Troverà posto nella sala conferenze del monastero di Siloe, l’elegante Crocifisso in cartapesta policroma, databile intorno all’800, recentemente restaurato attraverso l’intervento dell’ufficio beni culturali ecclesiastici della diocesi di Grosseto. Nei giorni scorsi l’opera, ricevuta in dono dalla comunità monastica nel 2013, è stata loro materialmente riconsegnata dall’ufficio beni culturali, al termine dell’importante e complesso intervento di recupero, soprattutto per la delicatezza del materiale cartaceo.
“La cartapesta – spiega Olivia Bruschettini, dell’ufficio beni culturali ecclesiastici della diocesi – è un prodotto destinato a trasformarsi con l’utilizzo, sia per gli urti involontari, sia a causa di agenti atmosferici, di umidità, attacco di parassiti, di insetti e roditori, che provocano danni spesso irrecuperabili”.

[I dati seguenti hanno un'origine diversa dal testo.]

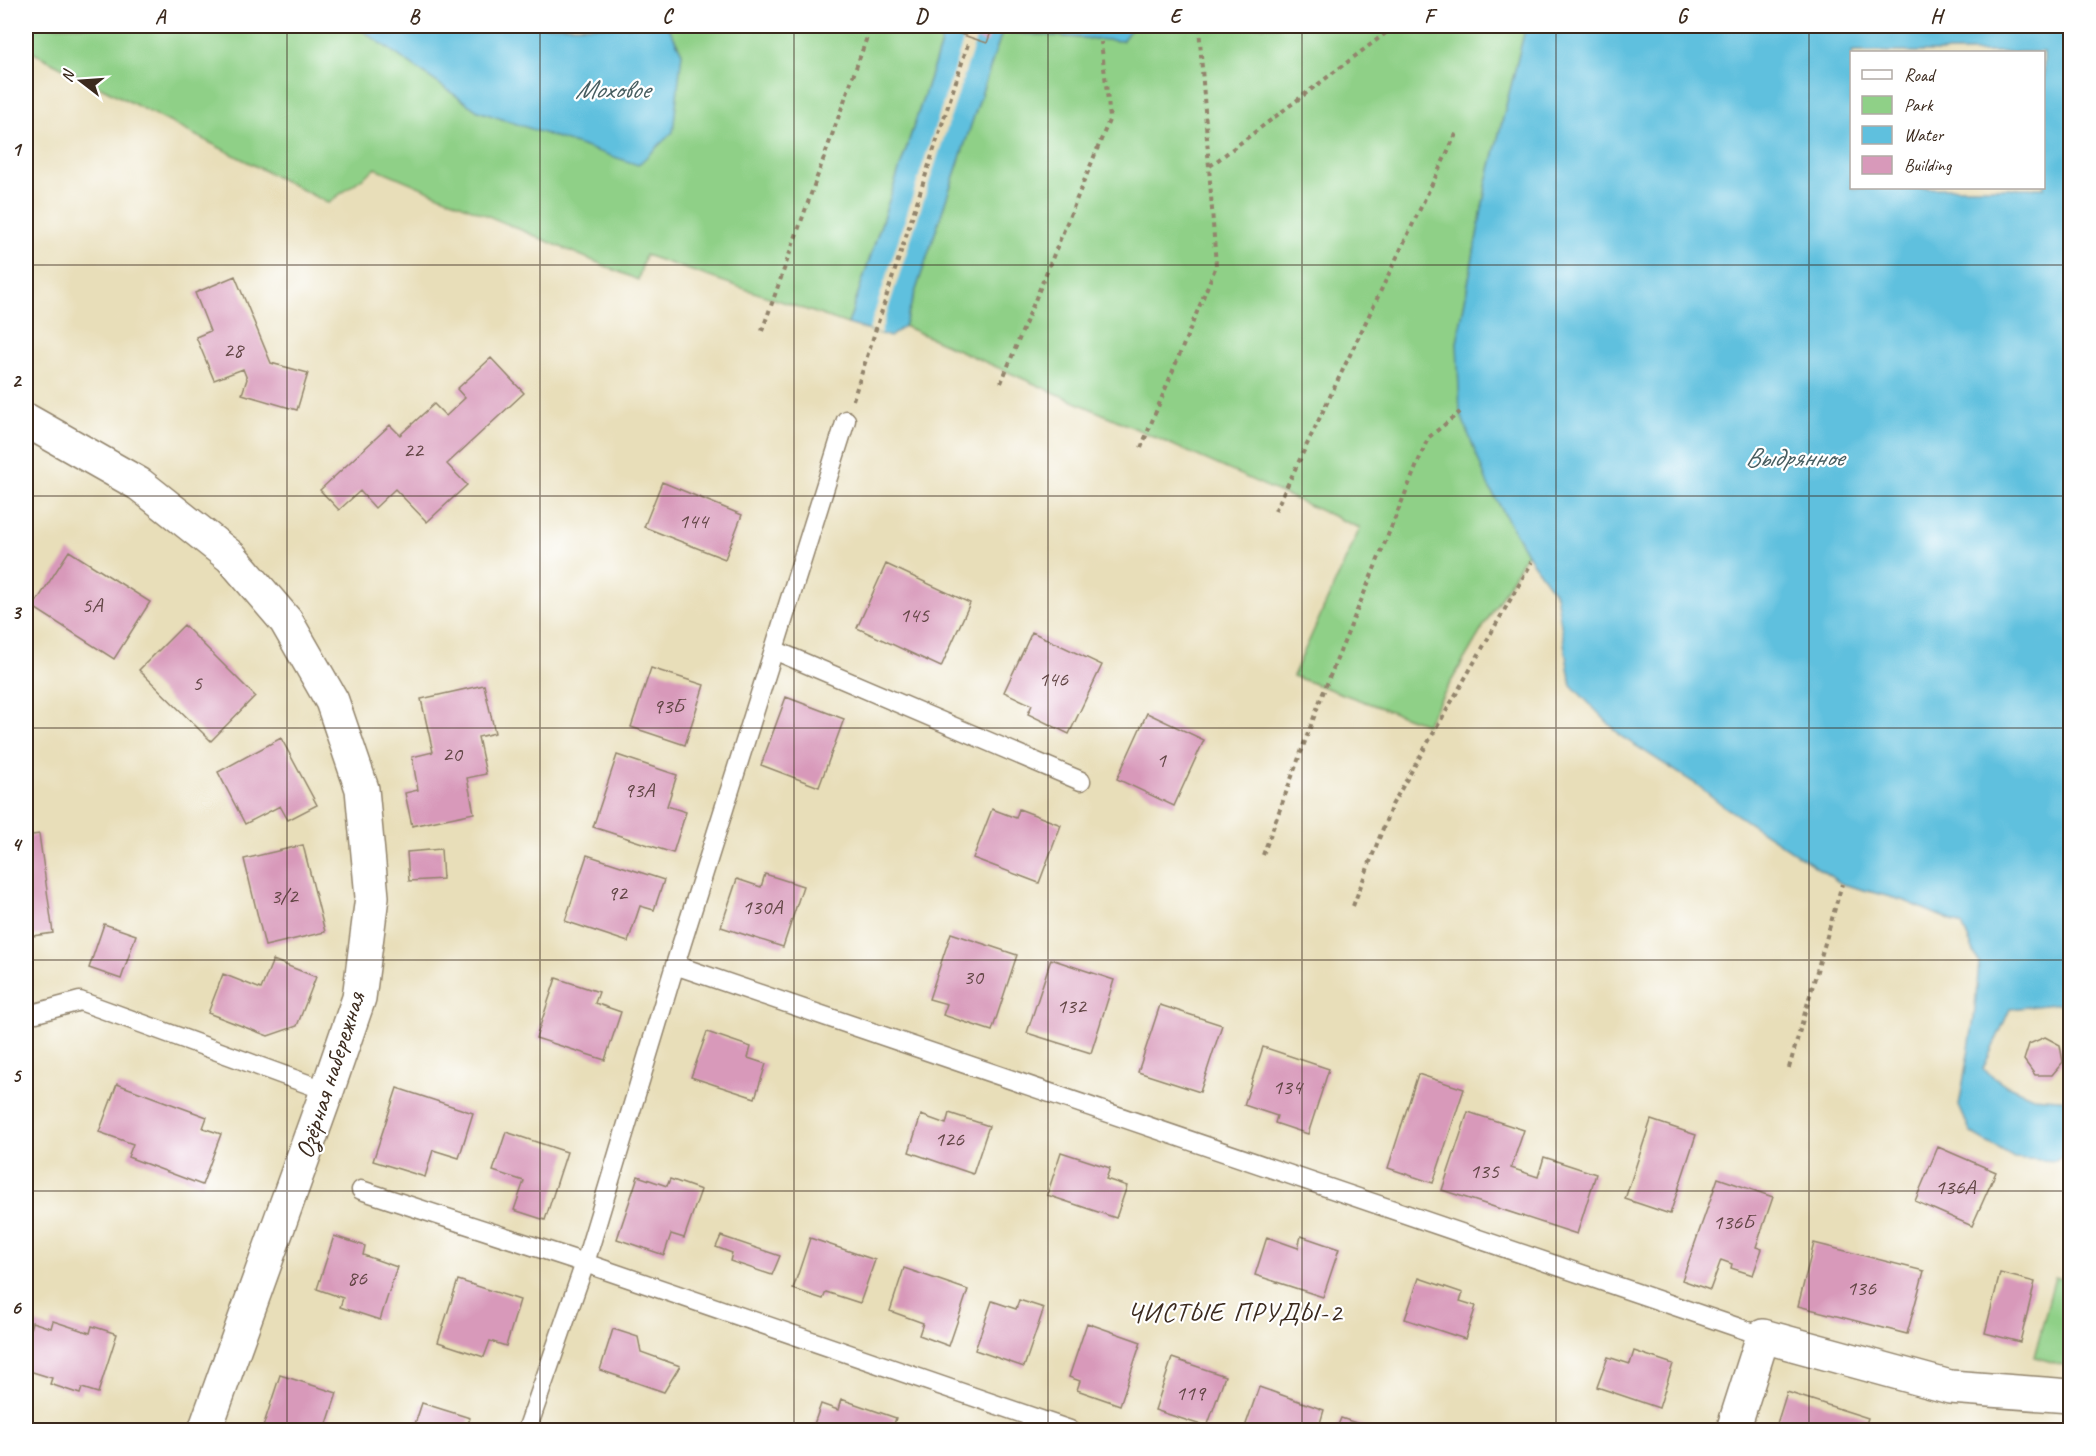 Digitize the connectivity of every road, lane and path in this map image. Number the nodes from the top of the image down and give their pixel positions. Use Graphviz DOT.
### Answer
graph roads {
  1 [pos="871,26"];
  2 [pos="1199,26"];
  3 [pos="1395,26"];
  4 [pos="1101,42"];
  5 [pos="968,44"];
  6 [pos="1458,130"];
  7 [pos="1209,167"];
  8 [pos="762,331"];
  9 [pos="1001,383"];
  10 [pos="1460,412"];
  11 [pos="26,420"];
  12 [pos="846,420"];
  13 [pos="1141,448"];
  14 [pos="1275,511"];
  15 [pos="1532,562"];
  16 [pos="774,650"];
  17 [pos="1081,781"];
  18 [pos="1263,855"];
  19 [pos="1842,884"];
  20 [pos="1353,906"];
  21 [pos="675,965"];
  22 [pos="36,1013"];
  23 [pos="1789,1068"];
  24 [pos="2070,1077"];
  25 [pos="327,1091"];
  26 [pos="2070,1091"];
  27 [pos="361,1190"];
  28 [pos="585,1263"];
  29 [pos="1763,1336"];
  30 [pos="2070,1396"];
  31 [pos="205,1431"];
  32 [pos="527,1431"];
  33 [pos="1070,1431"];
  34 [pos="1733,1431"];
  1 -- 8 [label="path"];
  2 -- 7 [label="path"];
  3 -- 7 [label="path"];
  4 -- 9 [label="path"];
  5 -- 12 [label="path"];
  6 -- 14 [label="path"];
  7 -- 13 [label="path"];
  10 -- 18 [label="path"];
  11 -- 25 [label="street, Озёрная набережная"];
  12 -- 16 [label="lane"];
  15 -- 20 [label="path"];
  16 -- 17 [label="lane"];
  16 -- 21 [label="lane"];
  19 -- 23 [label="path"];
  21 -- 28 [label="lane"];
  21 -- 29 [label="lane"];
  22 -- 25 [label="lane"];
  24 -- 26 [label="path"];
  25 -- 31 [label="street, Озёрная набережная"];
  27 -- 28 [label="lane"];
  28 -- 32 [label="lane"];
  28 -- 33 [label="lane"];
  29 -- 30 [label="street"];
  29 -- 34 [label="street"];
}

Non è stato questo il caso, perché il Crocifisso, grazie al minuzioso intervento di restauro, è tornato a splendere, facendo riaffiorare tutta la bellezza e l’intensità dolente del Cristo morente. Si tratta di una testimonianza di arte sacra sempre più rara: la cartapesta, infatti, è un materiale ormai inconsueto per realizzare statue od oggetti sacri, mentre in passato questa umile tecnica aveva una diffusione ampia, soprattutto per la sua economicità e leggerezza.
Il restauro ha permesso di restituire al Crocifisso non solo la sua bellezza, ma anche la raffinatezza dell’opera. “L’opera – continua Bruschettini – presenta una coloritura tenue ed un modellato di buona qualità, con tratti somatici realistici. Colpisce, in particolare, l’eleganza del corpo, col busto esile e l’addome che appare come bloccato nel movimento, per narrare visivamente l’emissione dello spirito da parte del Cristo. Le braccia rivelano le fasce muscolari tese, a motivo della trazione del corpo appeso sulla croce, e il reticolo delle vene. A dare ancor più realismo al Crocifisso è il capo coperto da lunghi capelli mossi a piccole ciocche disegnate una ad una e la corona di spine poggiata sul suo capo, che provoca il fluire di gocce di sangue che rigano il volto. A ricordare la flagellazione i segni sul corpo lasciati dal martirio, le ecchimosi, le ampie ferite da cui sgorga sangue, la forte espressione di dolore che traspare dal volto, la policromia raffinata e vibrante fanno pensare al lavoro di un artista a conoscenza dei più aggiornati dettami culturali e cultuali. La delicata policromia originale – conclude Bruschettini – applicata per velature successive, ha permesso una resa realistica del corpo martirizzato di Cristo, evidenziando le lacerazioni della carne, l’accentuazione bluastra delle contusioni e lo scorrere del sangue. Si tratta, dunque, di un artista capace di destreggiarsi perfettamente con i materiali impiegati e le tecniche connesse. Per le statue in cartapesta erano impiegate, infatti, le medesime forme utilizzate per le sculture in bronzo”.